Em todo país, declarar greves de servidores públicos como ilegais, abusivas e até terroristas têm sido uma reação comum das instituições públicas que, de uma forma ou de outra, atuam no momento de crise, principalmente os órgãos judiciais.

Se a greve de servidores públicos em geral desperta incompreensões, equívocos, todo tipo de reação contrária e tentativas de deslegitimá-la ou esvaziá-la enquanto direito, o que dizer de uma greve de membros do Ministério Público? É reconhecida pelo direito? Qual o tratamento jurídico para a questão? Podem os membros do Ministério Público deflagrar greve?

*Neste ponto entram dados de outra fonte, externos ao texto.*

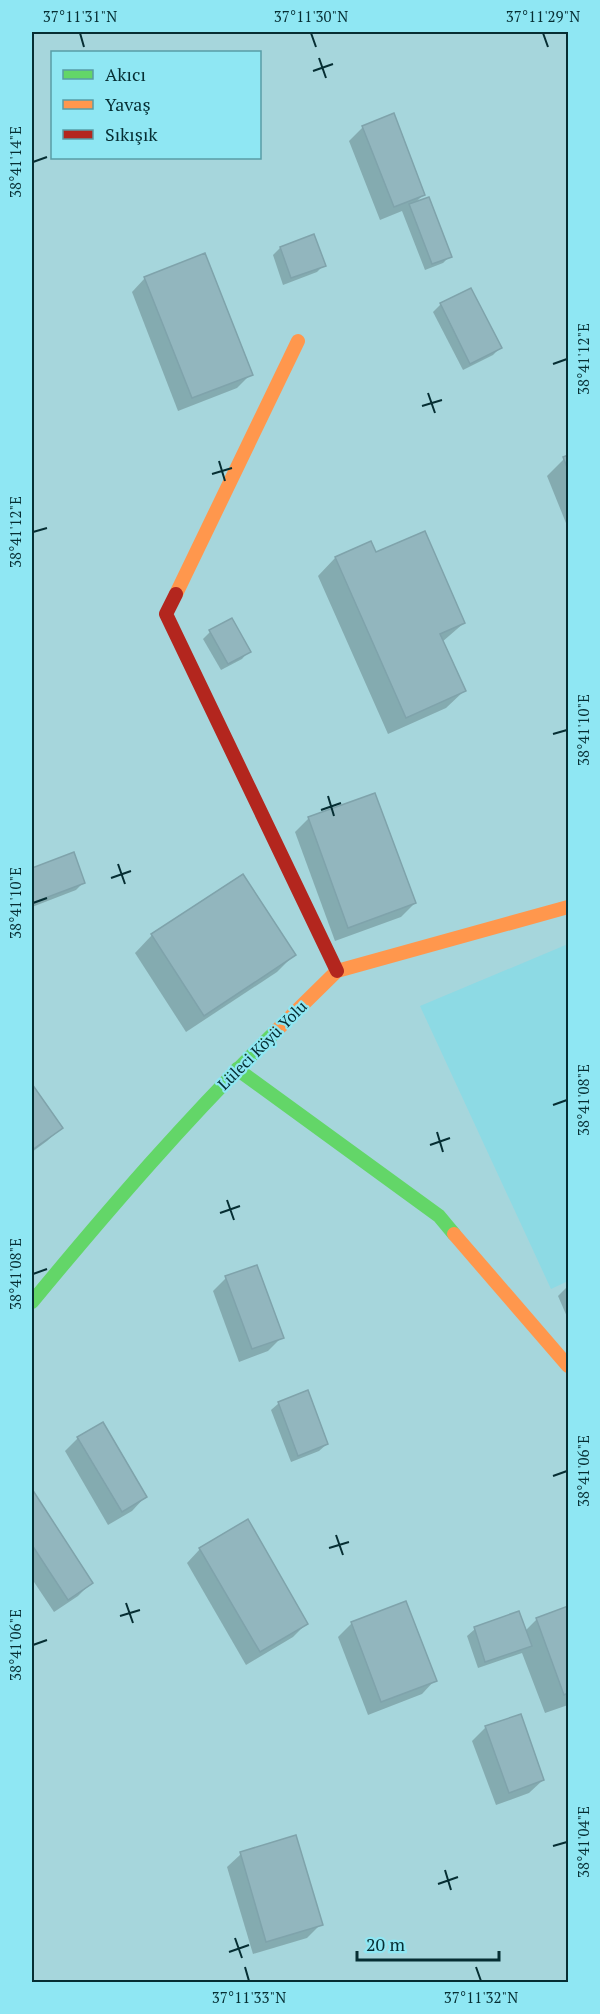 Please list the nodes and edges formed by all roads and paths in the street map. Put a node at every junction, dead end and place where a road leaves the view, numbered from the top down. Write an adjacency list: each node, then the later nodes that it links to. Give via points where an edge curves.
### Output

Este trabalho pretende enfrentar estas questões. Antes, porém, é preciso revisar os fatos que antecederam o estágio atual e fazer uma análise crítica do conceito de greve. Deve-se adiantar que a greve, mesmo sem contar com a simpatia, muito menos apoio, dos poderes constituídos, da imprensa e de grande parte da sociedade, ao longo dos anos, vem resistindo e tem feito o ordenamento jurídico se conformar e conviver com ela, ao ponto de ter sido levada para o texto constitucional.

1. Elementos históricos para compreensão do direito de greve

Uma rápida passagem na história legislativa do país e na origem da palavra greve fornecerá algumas ferramentas para compreensão do tema e conclusão de que a greve é um direito em constante construção, que se antecipa à lei.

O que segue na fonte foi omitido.